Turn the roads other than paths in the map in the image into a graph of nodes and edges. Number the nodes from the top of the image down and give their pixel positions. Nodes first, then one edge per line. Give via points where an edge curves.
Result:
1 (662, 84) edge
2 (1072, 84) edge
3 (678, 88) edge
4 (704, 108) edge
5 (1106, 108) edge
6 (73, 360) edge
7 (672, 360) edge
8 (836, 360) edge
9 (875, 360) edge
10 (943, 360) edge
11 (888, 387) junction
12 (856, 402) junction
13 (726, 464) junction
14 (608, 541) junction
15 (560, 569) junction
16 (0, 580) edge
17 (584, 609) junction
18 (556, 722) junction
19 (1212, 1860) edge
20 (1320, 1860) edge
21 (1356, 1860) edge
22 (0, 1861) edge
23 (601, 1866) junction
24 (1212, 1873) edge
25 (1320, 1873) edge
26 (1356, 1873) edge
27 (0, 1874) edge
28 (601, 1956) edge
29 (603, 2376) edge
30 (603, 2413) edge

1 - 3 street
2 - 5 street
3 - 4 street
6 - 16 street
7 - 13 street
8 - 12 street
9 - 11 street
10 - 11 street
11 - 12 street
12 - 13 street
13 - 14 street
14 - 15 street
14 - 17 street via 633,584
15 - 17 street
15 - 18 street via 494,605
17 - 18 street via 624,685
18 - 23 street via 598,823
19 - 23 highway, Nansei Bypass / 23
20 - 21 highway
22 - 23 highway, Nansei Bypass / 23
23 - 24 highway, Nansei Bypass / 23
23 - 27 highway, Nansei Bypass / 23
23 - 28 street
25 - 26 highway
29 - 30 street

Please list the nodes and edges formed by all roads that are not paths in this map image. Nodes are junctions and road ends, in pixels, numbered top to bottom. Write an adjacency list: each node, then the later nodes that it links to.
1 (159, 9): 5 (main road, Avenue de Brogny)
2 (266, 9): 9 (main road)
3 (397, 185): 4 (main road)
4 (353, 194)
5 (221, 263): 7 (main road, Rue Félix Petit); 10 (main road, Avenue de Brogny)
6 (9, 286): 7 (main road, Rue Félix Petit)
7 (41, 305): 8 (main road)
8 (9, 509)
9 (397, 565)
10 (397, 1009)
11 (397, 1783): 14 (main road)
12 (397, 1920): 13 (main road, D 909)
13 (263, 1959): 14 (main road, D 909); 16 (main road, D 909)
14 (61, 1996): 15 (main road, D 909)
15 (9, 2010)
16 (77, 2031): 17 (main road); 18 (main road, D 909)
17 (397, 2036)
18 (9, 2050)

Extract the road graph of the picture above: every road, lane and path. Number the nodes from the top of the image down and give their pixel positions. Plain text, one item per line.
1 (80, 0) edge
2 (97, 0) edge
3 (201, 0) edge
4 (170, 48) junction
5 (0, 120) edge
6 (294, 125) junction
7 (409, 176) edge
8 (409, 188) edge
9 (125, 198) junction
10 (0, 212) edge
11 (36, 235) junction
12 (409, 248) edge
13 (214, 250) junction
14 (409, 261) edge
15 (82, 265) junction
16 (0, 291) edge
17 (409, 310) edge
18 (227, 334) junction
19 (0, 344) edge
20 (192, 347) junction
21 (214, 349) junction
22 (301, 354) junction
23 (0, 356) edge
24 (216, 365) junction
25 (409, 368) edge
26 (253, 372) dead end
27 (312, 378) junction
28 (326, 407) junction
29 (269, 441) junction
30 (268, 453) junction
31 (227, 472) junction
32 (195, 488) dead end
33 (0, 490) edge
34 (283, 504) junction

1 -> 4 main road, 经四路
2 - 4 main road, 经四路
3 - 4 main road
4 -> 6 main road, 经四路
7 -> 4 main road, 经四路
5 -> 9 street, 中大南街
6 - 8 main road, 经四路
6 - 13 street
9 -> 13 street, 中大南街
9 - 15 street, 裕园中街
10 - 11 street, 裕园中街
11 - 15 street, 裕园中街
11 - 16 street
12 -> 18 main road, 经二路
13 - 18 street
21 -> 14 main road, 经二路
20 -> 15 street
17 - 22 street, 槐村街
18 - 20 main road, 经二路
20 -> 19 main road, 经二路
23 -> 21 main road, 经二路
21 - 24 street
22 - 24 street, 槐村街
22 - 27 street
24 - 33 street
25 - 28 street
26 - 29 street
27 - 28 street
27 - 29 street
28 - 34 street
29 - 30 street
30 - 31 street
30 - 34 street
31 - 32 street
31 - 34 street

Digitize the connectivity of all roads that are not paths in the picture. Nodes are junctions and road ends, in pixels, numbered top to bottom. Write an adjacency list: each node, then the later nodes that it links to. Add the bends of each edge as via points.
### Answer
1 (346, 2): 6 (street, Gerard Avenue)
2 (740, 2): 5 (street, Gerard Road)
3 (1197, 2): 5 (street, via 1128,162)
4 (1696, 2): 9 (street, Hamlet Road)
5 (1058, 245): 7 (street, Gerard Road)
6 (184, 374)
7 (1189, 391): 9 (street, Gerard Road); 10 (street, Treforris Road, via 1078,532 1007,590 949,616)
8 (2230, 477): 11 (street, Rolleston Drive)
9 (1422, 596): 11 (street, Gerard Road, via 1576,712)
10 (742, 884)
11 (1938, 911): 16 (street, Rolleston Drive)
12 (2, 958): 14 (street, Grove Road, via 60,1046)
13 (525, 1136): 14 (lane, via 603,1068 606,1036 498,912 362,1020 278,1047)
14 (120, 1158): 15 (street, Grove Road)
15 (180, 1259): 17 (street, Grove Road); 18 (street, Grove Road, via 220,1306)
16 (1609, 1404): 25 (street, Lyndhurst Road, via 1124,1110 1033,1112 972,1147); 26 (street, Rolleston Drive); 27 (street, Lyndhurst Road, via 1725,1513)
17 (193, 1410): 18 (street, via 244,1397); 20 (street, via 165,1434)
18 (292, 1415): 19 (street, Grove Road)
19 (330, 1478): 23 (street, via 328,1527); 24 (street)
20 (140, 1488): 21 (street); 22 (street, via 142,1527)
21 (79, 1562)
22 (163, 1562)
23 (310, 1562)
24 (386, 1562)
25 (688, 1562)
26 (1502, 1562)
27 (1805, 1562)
━━━━━━━━
**Assigned task:** The data above should be output exactly, with each line intact.

**Expected output:**
Turn the roads other than paths in the map in the image into a graph of nodes and edges. Number the nodes from the top of the image down and give their pixel positions. Nodes first, then one edge per line. Give via points where an edge curves.
Result:
1 (662, 84) edge
2 (1072, 84) edge
3 (678, 88) edge
4 (704, 108) edge
5 (1106, 108) edge
6 (73, 360) edge
7 (672, 360) edge
8 (836, 360) edge
9 (875, 360) edge
10 (943, 360) edge
11 (888, 387) junction
12 (856, 402) junction
13 (726, 464) junction
14 (608, 541) junction
15 (560, 569) junction
16 (0, 580) edge
17 (584, 609) junction
18 (556, 722) junction
19 (1212, 1860) edge
20 (1320, 1860) edge
21 (1356, 1860) edge
22 (0, 1861) edge
23 (601, 1866) junction
24 (1212, 1873) edge
25 (1320, 1873) edge
26 (1356, 1873) edge
27 (0, 1874) edge
28 (601, 1956) edge
29 (603, 2376) edge
30 (603, 2413) edge

1 - 3 street
2 - 5 street
3 - 4 street
6 - 16 street
7 - 13 street
8 - 12 street
9 - 11 street
10 - 11 street
11 - 12 street
12 - 13 street
13 - 14 street
14 - 15 street
14 - 17 street via 633,584
15 - 17 street
15 - 18 street via 494,605
17 - 18 street via 624,685
18 - 23 street via 598,823
19 - 23 highway, Nansei Bypass / 23
20 - 21 highway
22 - 23 highway, Nansei Bypass / 23
23 - 24 highway, Nansei Bypass / 23
23 - 27 highway, Nansei Bypass / 23
23 - 28 street
25 - 26 highway
29 - 30 street

Please list the nodes and edges formed by all roads that are not paths in this map image. Nodes are junctions and road ends, in pixels, numbered top to bottom. Write an adjacency list: each node, then the later nodes that it links to.
1 (159, 9): 5 (main road, Avenue de Brogny)
2 (266, 9): 9 (main road)
3 (397, 185): 4 (main road)
4 (353, 194)
5 (221, 263): 7 (main road, Rue Félix Petit); 10 (main road, Avenue de Brogny)
6 (9, 286): 7 (main road, Rue Félix Petit)
7 (41, 305): 8 (main road)
8 (9, 509)
9 (397, 565)
10 (397, 1009)
11 (397, 1783): 14 (main road)
12 (397, 1920): 13 (main road, D 909)
13 (263, 1959): 14 (main road, D 909); 16 (main road, D 909)
14 (61, 1996): 15 (main road, D 909)
15 (9, 2010)
16 (77, 2031): 17 (main road); 18 (main road, D 909)
17 (397, 2036)
18 (9, 2050)

Extract the road graph of the picture above: every road, lane and path. Number the nodes from the top of the image down and give their pixel positions. Plain text, one item per line.
1 (80, 0) edge
2 (97, 0) edge
3 (201, 0) edge
4 (170, 48) junction
5 (0, 120) edge
6 (294, 125) junction
7 (409, 176) edge
8 (409, 188) edge
9 (125, 198) junction
10 (0, 212) edge
11 (36, 235) junction
12 (409, 248) edge
13 (214, 250) junction
14 (409, 261) edge
15 (82, 265) junction
16 (0, 291) edge
17 (409, 310) edge
18 (227, 334) junction
19 (0, 344) edge
20 (192, 347) junction
21 (214, 349) junction
22 (301, 354) junction
23 (0, 356) edge
24 (216, 365) junction
25 (409, 368) edge
26 (253, 372) dead end
27 (312, 378) junction
28 (326, 407) junction
29 (269, 441) junction
30 (268, 453) junction
31 (227, 472) junction
32 (195, 488) dead end
33 (0, 490) edge
34 (283, 504) junction

1 -> 4 main road, 经四路
2 - 4 main road, 经四路
3 - 4 main road
4 -> 6 main road, 经四路
7 -> 4 main road, 经四路
5 -> 9 street, 中大南街
6 - 8 main road, 经四路
6 - 13 street
9 -> 13 street, 中大南街
9 - 15 street, 裕园中街
10 - 11 street, 裕园中街
11 - 15 street, 裕园中街
11 - 16 street
12 -> 18 main road, 经二路
13 - 18 street
21 -> 14 main road, 经二路
20 -> 15 street
17 - 22 street, 槐村街
18 - 20 main road, 经二路
20 -> 19 main road, 经二路
23 -> 21 main road, 经二路
21 - 24 street
22 - 24 street, 槐村街
22 - 27 street
24 - 33 street
25 - 28 street
26 - 29 street
27 - 28 street
27 - 29 street
28 - 34 street
29 - 30 street
30 - 31 street
30 - 34 street
31 - 32 street
31 - 34 street

Digitize the connectivity of all roads that are not paths in the picture. Nodes are junctions and road ends, in pixels, numbered top to bottom. Write an adjacency list: each node, then the later nodes that it links to. Add the bends of each edge as via points.
### Answer
1 (346, 2): 6 (street, Gerard Avenue)
2 (740, 2): 5 (street, Gerard Road)
3 (1197, 2): 5 (street, via 1128,162)
4 (1696, 2): 9 (street, Hamlet Road)
5 (1058, 245): 7 (street, Gerard Road)
6 (184, 374)
7 (1189, 391): 9 (street, Gerard Road); 10 (street, Treforris Road, via 1078,532 1007,590 949,616)
8 (2230, 477): 11 (street, Rolleston Drive)
9 (1422, 596): 11 (street, Gerard Road, via 1576,712)
10 (742, 884)
11 (1938, 911): 16 (street, Rolleston Drive)
12 (2, 958): 14 (street, Grove Road, via 60,1046)
13 (525, 1136): 14 (lane, via 603,1068 606,1036 498,912 362,1020 278,1047)
14 (120, 1158): 15 (street, Grove Road)
15 (180, 1259): 17 (street, Grove Road); 18 (street, Grove Road, via 220,1306)
16 (1609, 1404): 25 (street, Lyndhurst Road, via 1124,1110 1033,1112 972,1147); 26 (street, Rolleston Drive); 27 (street, Lyndhurst Road, via 1725,1513)
17 (193, 1410): 18 (street, via 244,1397); 20 (street, via 165,1434)
18 (292, 1415): 19 (street, Grove Road)
19 (330, 1478): 23 (street, via 328,1527); 24 (street)
20 (140, 1488): 21 (street); 22 (street, via 142,1527)
21 (79, 1562)
22 (163, 1562)
23 (310, 1562)
24 (386, 1562)
25 (688, 1562)
26 (1502, 1562)
27 (1805, 1562)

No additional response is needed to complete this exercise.